How to enable SSL for a homepage hosted on S3

2018/04/13



As Google Chrome will mark all HTTP websites unsafe later this year, it is time to figure out how to enable SSL on my websites. I currently have 3 websites under active management:

All three of them are hosted through AWS, but the homepage is by far the easiest as it only involves S3 and no EC2 instances. So at first I decided to turn on SSL at the homepage, which I succeeded with.

The homepage is hosted on two S3 buckets - one for resources, and another one for the main content. The main content one is updated via Travis from the GitHub repo.

Bucket with resources

The resource bucket does not have its own private domain name, and was simply using the S3 website name. The bucket used to be public.
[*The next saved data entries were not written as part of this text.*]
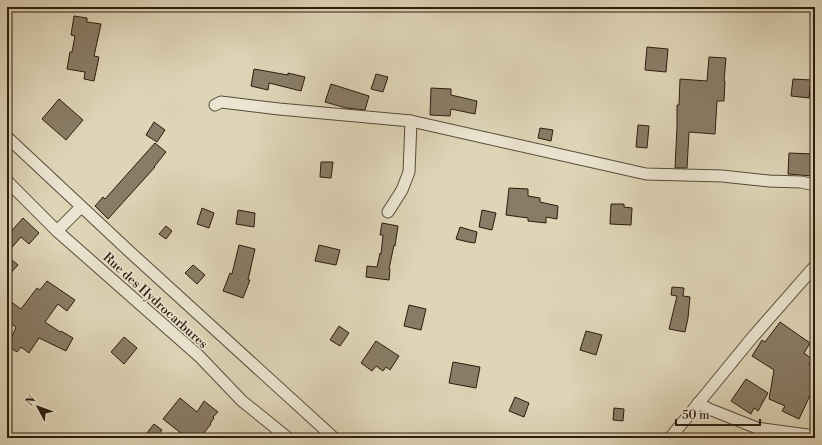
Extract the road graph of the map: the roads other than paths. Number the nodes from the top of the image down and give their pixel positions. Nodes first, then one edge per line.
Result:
1 (215, 105) dead end
2 (411, 121) junction
3 (7, 137) edge
4 (7, 182) edge
5 (815, 184) edge
6 (81, 207) junction
7 (388, 212) dead end
8 (58, 231) junction
9 (815, 266) edge
10 (698, 404) junction
11 (815, 436) edge
12 (288, 438) edge
13 (334, 438) edge
14 (670, 438) edge

1 - 2 street
2 - 5 street
2 - 7 street
3 - 6 street
4 - 8 street, Rue des Hydrocarbures
6 - 8 street
6 - 13 street
8 - 12 street, Rue des Hydrocarbures
9 - 10 street
10 - 11 street
10 - 14 street

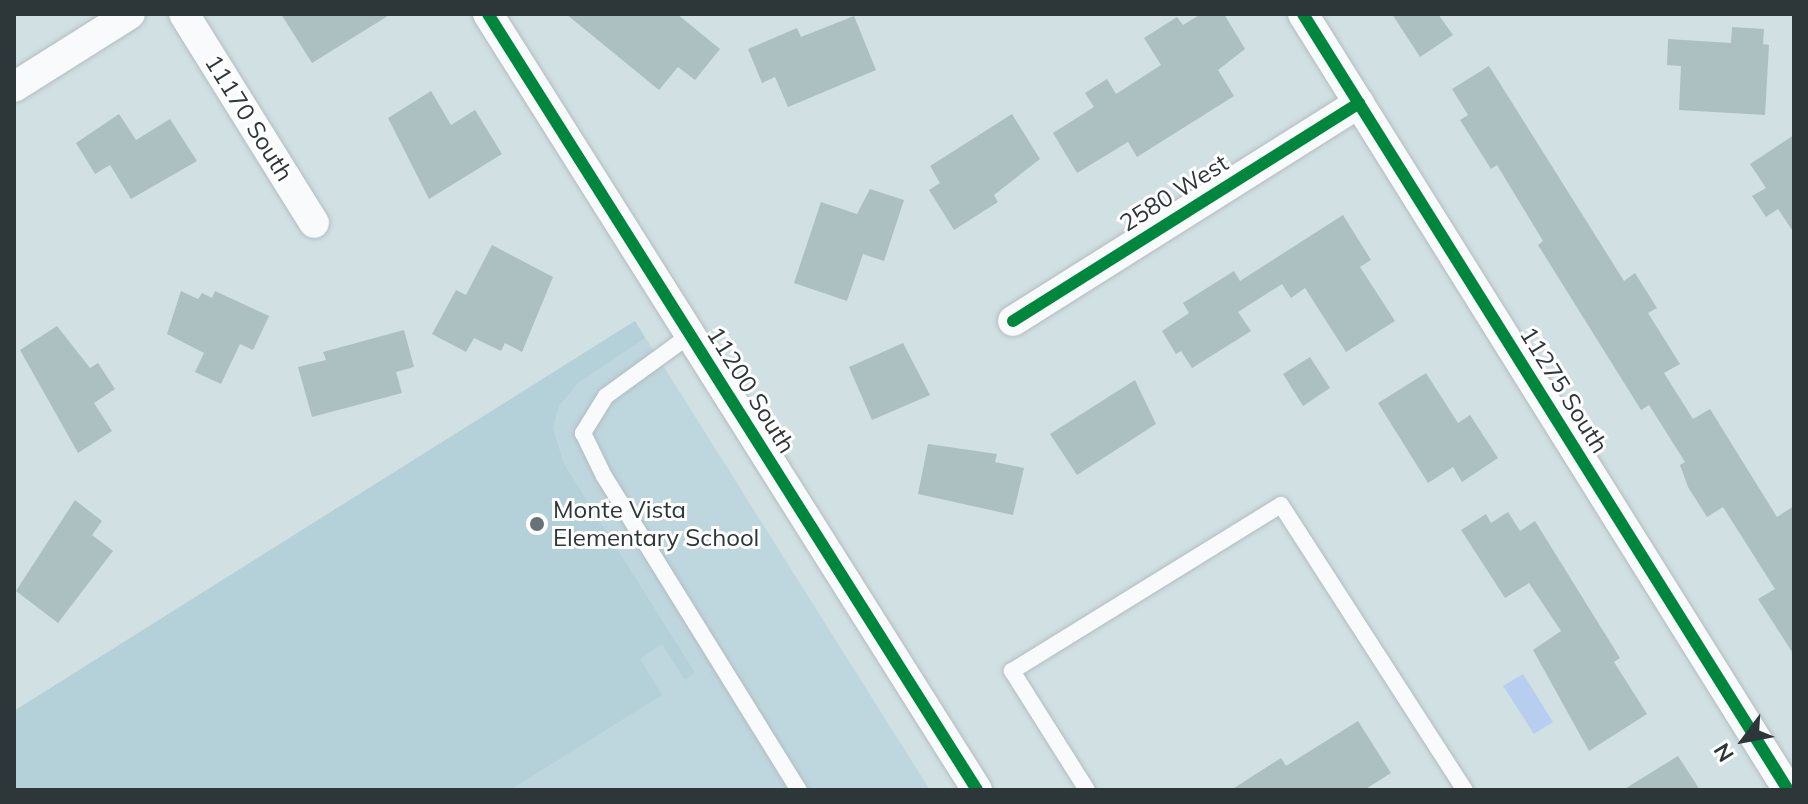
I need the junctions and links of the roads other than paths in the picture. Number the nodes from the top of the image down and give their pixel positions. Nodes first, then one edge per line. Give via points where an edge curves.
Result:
1 (130, 14) edge
2 (184, 14) edge
3 (488, 14) edge
4 (1303, 14) edge
5 (14, 87) edge
6 (1359, 103) junction
7 (314, 223) dead end
8 (1013, 321) dead end
9 (690, 335) junction
10 (799, 790) edge
11 (977, 790) edge
12 (1087, 790) edge
13 (1465, 790) edge
14 (1788, 790) edge

1 - 5 street
2 - 7 street, 11170 South
3 - 9 street, 11200 South
4 - 6 street, 11275 South
6 - 8 street, 2580 West
6 - 14 street, 11275 South
9 - 10 lane via 606,396 583,433 604,476
9 - 11 street, 11200 South
12 - 13 lane via 1012,671 1281,505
Now, I created a cloudfront distribution with the cloudfront SSL from Amazon. Replaced the main resources url in my jekyll website by the cloudfront one (one change in config). Closed the storage bucket from the public. Now all resources are under SSL

Main bucket / website

For this, I created a cloudfront distribution associated with the hostnames lpetrov.cc and www.lpetrov.cc. The Route 53 DNS records had to be updated, too. Since I am using a custom hostname I need a certificate. I created one at Amazon, with DNS verification (very smooth via Route 53), and attached it to the cloudfront distribution.

By the way, the DNS verification will definitely not work for the UVA Math website since I do not manage the DNS there. There is an alternate email way of verification which I’ll try while working for that website.

Caveats I encountered

1. The wildcard certificate for *.lpetrov.cc (and no other hostnames) was frowned upon by browsers. I just recreated the certificate for only the hostnames lpetrov.cc and www.lpetrov.cc I need.

Then, close up the main content bucket from the public, too.

2. The cloudfront distribution is different from S3 website in that the URL like https://lpetrov.cc/research/ is not pointing at any object (I like pretty URLs via jekyll). Therefore, https://lpetrov.cc/research/ was not accessible, and one needed https://lpetrov.cc/research/index.html. This is not great. I solved this problem by using Lambda, and added a script for URL rewriting, so that cloudfront now automagically adds index.html to the URLs.

3. Paginator broke down since the paginator URLs were like https://lpetrov.cc/posts/page2 without / at the end, so I had to fix it.

4. One of my resource folders had a wrong case in one of the letters in the name. This broke a page, and I was not sure why this happened. After a lot of invalidations at cloudfront I noticed the different case.

5. The navbar toggle button (the one visible for narrow screens, e.g., on mobile) did not show - likely because the Bootstrap css references to an http url for xmlns (I don’t know what that is). So a fix was to simply use another way of drawing the navbar toggle button.

Overall

So, overall it took me half a day but I learned some things. The experience of doing it through AWS was nice overall. Two more websites to go though.